Physical and Architectural Learning Environment, Vol 1. Educational Spaces 21.Open up!. from eraser Juan José Calderón
Usually when we think about educational spaces, what comes to our minds is the architecture of a school building. For many a modern school is synonymous with beautiful architecture. Physical space has significant influence on the quality of education. However, even a state-of-the-art and elegant school building is not enough to determine that a given facility offers top-class contemporary education. As in the case of a school abundant in education technologies, an architecturally stylish school may, too, be a place where the education methodology applied is absolutely outdated and non-compliant with the realities of the 21st century pedagogy. The beauty of a school should lie not in its architecture but rather in solutions building a rich learning environment at school and stimulating the motivation to learn among pupils in various ways.
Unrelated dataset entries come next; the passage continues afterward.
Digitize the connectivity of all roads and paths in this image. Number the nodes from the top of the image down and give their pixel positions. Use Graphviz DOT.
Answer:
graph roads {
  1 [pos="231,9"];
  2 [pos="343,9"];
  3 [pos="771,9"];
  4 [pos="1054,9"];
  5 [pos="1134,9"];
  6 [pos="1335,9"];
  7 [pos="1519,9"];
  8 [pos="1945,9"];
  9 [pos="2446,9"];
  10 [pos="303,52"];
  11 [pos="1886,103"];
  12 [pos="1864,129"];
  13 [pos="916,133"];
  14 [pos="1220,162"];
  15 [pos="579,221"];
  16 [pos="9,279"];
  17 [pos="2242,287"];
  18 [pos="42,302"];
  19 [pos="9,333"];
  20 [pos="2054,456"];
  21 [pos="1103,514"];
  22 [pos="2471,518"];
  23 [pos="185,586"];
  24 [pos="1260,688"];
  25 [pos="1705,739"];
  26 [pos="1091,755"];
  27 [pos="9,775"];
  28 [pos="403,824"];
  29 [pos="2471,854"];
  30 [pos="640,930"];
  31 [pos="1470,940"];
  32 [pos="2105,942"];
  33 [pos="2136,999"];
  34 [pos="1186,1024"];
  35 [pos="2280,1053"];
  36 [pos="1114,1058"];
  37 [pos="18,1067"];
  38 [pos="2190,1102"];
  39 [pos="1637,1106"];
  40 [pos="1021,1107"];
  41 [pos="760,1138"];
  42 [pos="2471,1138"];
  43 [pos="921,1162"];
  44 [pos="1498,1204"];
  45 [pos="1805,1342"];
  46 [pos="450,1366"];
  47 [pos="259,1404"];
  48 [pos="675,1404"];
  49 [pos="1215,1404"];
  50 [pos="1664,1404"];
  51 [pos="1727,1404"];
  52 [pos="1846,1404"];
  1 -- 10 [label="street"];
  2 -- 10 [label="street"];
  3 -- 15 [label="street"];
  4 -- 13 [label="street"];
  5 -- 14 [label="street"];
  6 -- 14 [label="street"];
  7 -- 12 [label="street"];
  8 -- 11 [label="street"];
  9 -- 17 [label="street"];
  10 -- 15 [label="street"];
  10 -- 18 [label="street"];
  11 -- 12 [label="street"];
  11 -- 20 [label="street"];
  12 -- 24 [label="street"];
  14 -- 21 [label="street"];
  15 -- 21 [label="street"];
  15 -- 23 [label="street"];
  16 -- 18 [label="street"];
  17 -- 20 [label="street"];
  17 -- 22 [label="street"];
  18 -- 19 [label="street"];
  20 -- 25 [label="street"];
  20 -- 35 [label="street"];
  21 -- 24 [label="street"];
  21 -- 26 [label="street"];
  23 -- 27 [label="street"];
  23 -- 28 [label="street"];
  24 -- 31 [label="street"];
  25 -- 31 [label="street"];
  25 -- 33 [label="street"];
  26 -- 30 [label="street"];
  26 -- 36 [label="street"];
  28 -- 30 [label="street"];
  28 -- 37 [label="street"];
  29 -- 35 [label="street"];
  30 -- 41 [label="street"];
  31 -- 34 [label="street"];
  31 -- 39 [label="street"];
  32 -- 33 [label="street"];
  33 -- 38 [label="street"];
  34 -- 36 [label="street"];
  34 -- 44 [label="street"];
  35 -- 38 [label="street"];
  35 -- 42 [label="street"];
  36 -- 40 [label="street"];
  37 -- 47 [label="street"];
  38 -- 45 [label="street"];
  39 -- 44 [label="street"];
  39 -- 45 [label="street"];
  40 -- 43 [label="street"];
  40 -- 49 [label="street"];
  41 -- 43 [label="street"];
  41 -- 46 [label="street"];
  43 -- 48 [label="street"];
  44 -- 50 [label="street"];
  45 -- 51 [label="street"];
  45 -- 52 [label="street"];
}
Hence, the organisation of physical space and building architecture that allows the best use of the attending pupils’ potential still poses a challenge for the quality of education. In theory, one could study anywhere but the question is whether the results will be the same everywhere and in all possible circumstances. The way technology and the Internet are currently changing social life also affects the manner in which educational spaces are (re)defined and how they can be (re)organised today. The place and form of coexistence with other people in educational environment are not insignificant for the entire learning process.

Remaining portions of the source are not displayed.